Exercise ▸
Down to the last line, restate the records below word for word, dropping every image.

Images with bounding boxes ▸
+ + + +
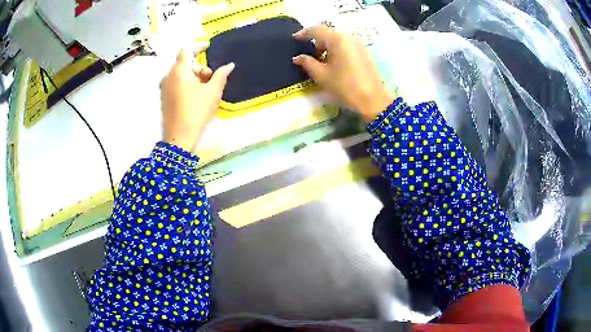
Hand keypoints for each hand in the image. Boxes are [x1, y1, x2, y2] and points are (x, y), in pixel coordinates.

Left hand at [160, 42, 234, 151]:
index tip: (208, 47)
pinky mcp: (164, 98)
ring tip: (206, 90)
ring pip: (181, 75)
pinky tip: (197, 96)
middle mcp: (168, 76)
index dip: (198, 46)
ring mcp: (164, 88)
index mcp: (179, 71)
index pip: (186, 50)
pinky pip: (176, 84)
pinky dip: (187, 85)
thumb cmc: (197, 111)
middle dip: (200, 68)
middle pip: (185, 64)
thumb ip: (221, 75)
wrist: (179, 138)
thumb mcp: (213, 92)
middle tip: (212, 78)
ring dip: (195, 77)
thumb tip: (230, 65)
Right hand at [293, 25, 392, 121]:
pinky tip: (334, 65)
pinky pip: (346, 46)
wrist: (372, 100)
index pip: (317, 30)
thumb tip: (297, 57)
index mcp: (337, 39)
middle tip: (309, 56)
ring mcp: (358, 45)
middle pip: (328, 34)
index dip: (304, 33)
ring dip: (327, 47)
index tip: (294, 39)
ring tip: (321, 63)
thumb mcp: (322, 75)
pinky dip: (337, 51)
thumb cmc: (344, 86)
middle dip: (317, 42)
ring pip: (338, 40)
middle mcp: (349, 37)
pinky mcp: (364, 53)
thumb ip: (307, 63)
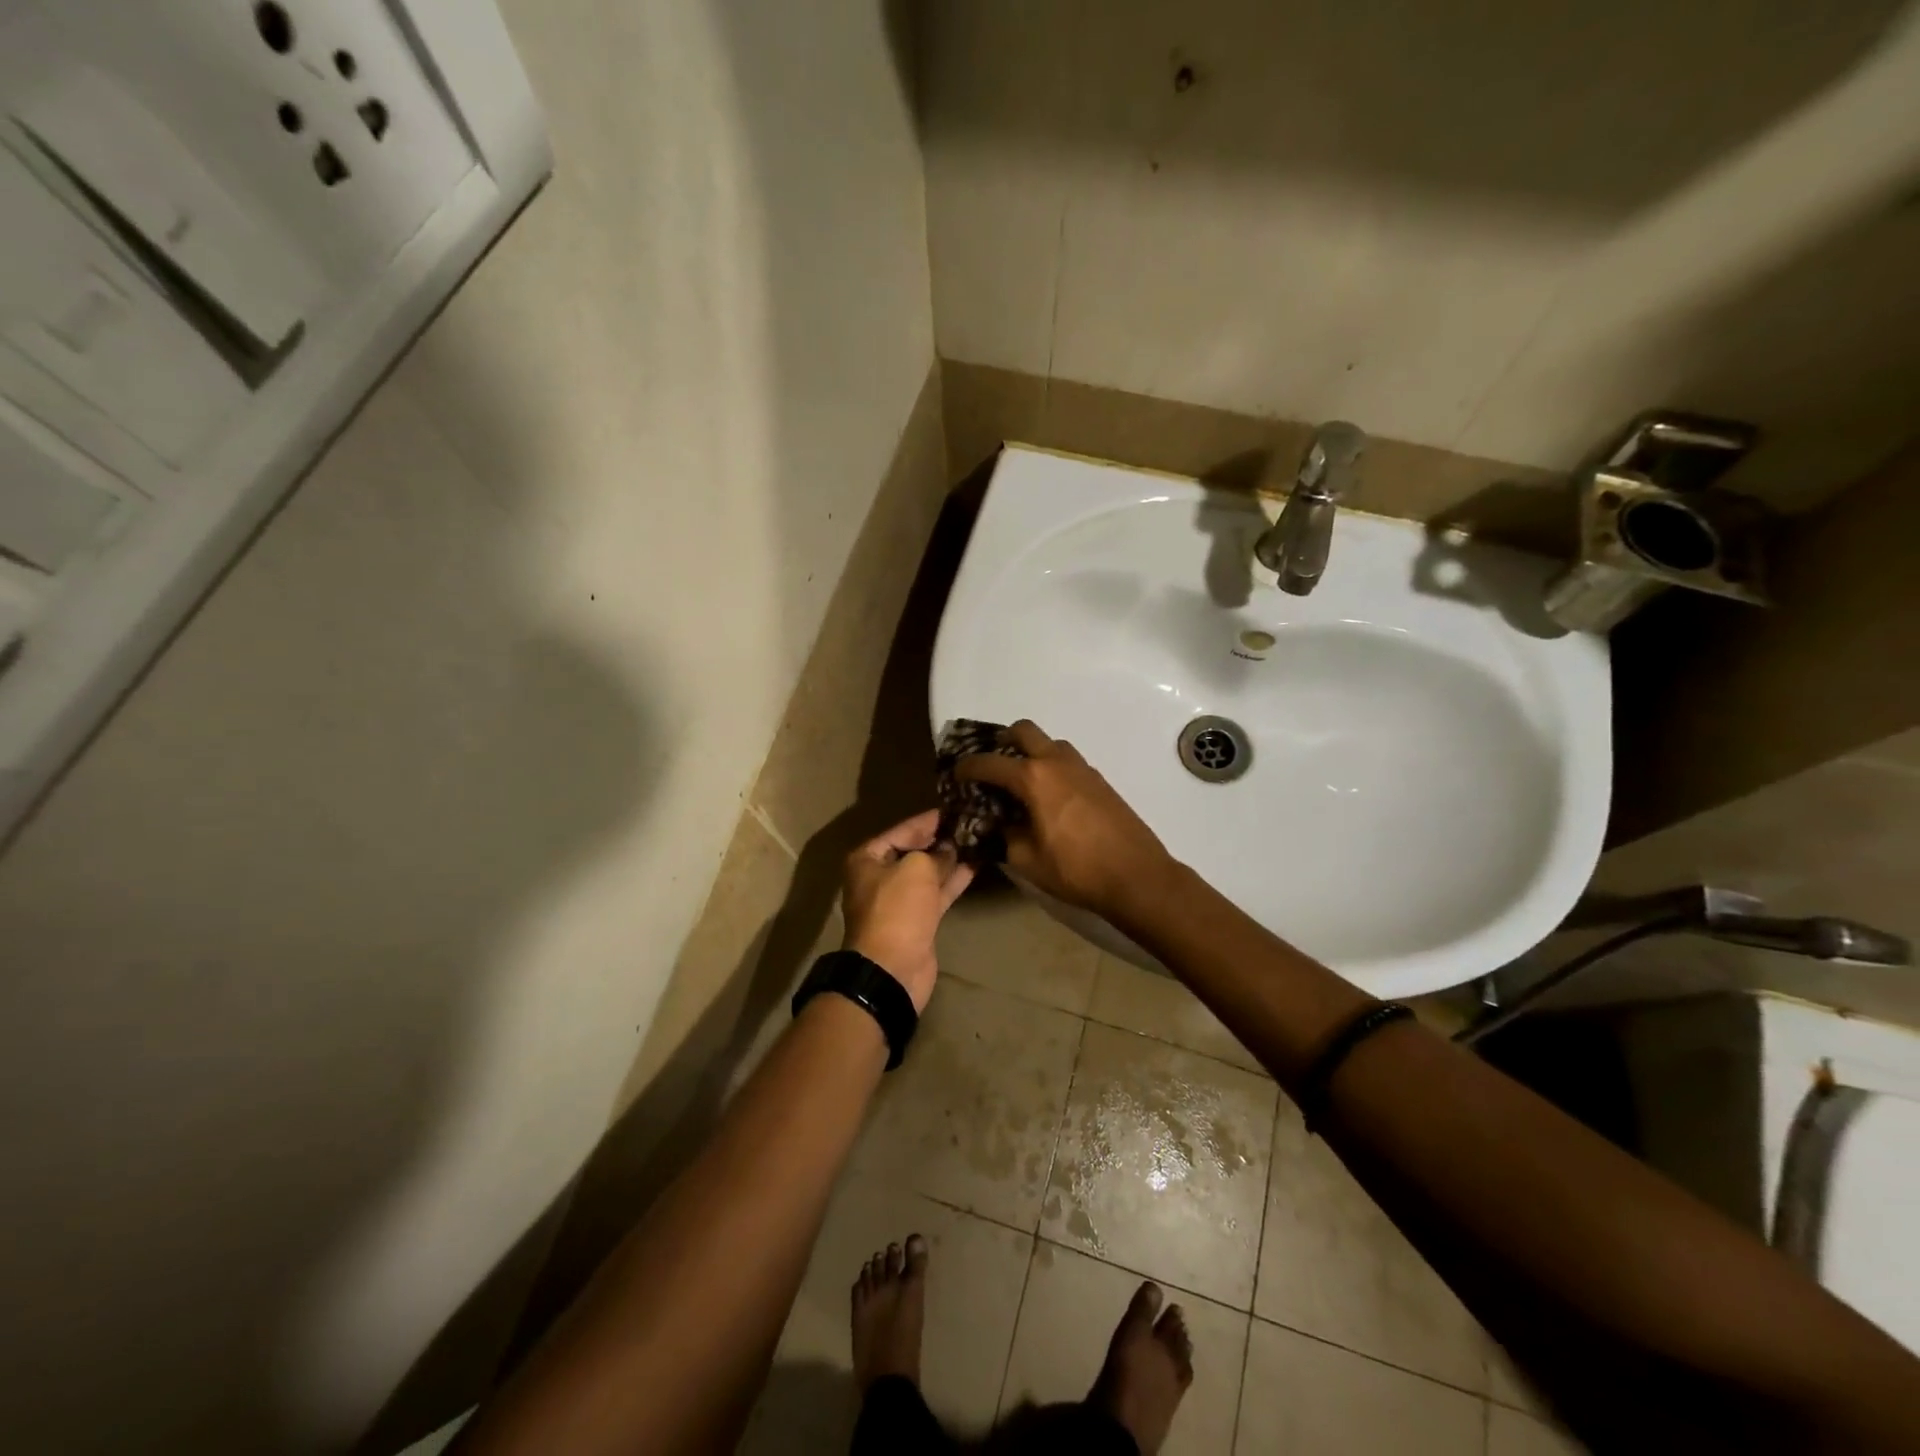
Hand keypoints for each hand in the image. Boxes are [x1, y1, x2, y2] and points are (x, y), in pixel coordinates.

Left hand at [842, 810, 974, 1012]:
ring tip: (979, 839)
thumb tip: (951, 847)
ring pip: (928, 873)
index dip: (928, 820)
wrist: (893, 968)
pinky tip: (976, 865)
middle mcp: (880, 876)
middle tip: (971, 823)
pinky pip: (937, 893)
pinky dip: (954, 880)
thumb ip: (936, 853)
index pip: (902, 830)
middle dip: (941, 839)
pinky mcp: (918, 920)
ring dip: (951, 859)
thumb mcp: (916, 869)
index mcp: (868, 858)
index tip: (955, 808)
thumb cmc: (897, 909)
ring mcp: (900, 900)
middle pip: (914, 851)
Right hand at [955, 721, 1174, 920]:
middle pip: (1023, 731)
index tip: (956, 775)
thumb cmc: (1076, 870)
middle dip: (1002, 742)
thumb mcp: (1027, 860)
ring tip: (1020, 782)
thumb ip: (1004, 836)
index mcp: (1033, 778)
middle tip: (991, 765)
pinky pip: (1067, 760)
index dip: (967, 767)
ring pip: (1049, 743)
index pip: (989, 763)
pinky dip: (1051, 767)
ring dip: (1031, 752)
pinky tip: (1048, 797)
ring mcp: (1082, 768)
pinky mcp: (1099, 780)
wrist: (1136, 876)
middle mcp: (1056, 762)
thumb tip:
+ + + +
Response area ▸
Hand keypoints for each hand in the image. Boxes are [x1, y1, x2, y2] and points are (x, y), in pixel coordinates.

Left hand at [160, 42, 234, 151]:
index tip: (208, 47)
pinky mcp: (164, 98)
ring tip: (206, 90)
ring pip: (181, 75)
pinky tip: (197, 96)
middle mcp: (168, 76)
index dip: (198, 46)
ring mcp: (164, 88)
index mcp: (179, 71)
index pip: (186, 50)
pinky pip: (176, 84)
pinky dip: (187, 85)
thumb cmc: (197, 111)
middle dip: (200, 68)
middle pip: (185, 64)
thumb ip: (221, 75)
wrist: (179, 138)
thumb mcp: (213, 92)
middle tip: (212, 78)
ring dip: (195, 77)
thumb tip: (230, 65)
Right hand at [293, 25, 392, 121]:
pinky tip: (334, 65)
pinky pip: (346, 46)
wrist: (372, 100)
index pip: (317, 30)
thumb tip: (297, 57)
index mcp: (337, 39)
middle tip: (309, 56)
ring mcp: (358, 45)
middle pip: (328, 34)
index dip: (304, 33)
ring dip: (327, 47)
index tip: (294, 39)
ring tip: (321, 63)
thumb mcp: (322, 75)
pinky dip: (337, 51)
thumb cmc: (344, 86)
middle dip: (317, 42)
ring pip: (338, 40)
middle mcp: (349, 37)
pinky mcp: (364, 53)
thumb ip: (307, 63)
Hand keypoints for each hand in the image. Boxes are [x1, y1, x2, y2] and points are (x, y), in pixel coordinates.

Left hand at [842, 810, 974, 1012]:
ring tip: (979, 839)
thumb tip: (951, 847)
ring pip: (928, 873)
index dip: (928, 820)
wrist: (893, 968)
pinky tip: (976, 865)
middle mcp: (880, 876)
middle tip: (971, 823)
pinky pip: (937, 893)
pinky dip: (954, 880)
thumb ip: (936, 853)
index pip: (902, 830)
middle dip: (941, 839)
pinky mcp: (918, 920)
ring dip: (951, 859)
thumb mcp: (916, 869)
index mcp: (868, 858)
index tip: (955, 808)
thumb cmc: (897, 909)
ring mcp: (900, 900)
middle pip: (914, 851)
Right hand at [955, 721, 1174, 920]:
middle pip: (1023, 731)
index tip: (956, 775)
thumb cmc: (1076, 870)
middle dip: (1002, 742)
thumb mcp: (1027, 860)
ring tip: (1020, 782)
thumb ip: (1004, 836)
index mcp: (1033, 778)
middle tip: (991, 765)
pinky pip: (1067, 760)
index dip: (967, 767)
ring pip: (1049, 743)
index pip: (989, 763)
pinky dip: (1051, 767)
ring dip: (1031, 752)
pinky tip: (1048, 797)
ring mcp: (1082, 768)
pinky mcp: (1099, 780)
wrist: (1136, 876)
middle mcp: (1056, 762)
thumb tip:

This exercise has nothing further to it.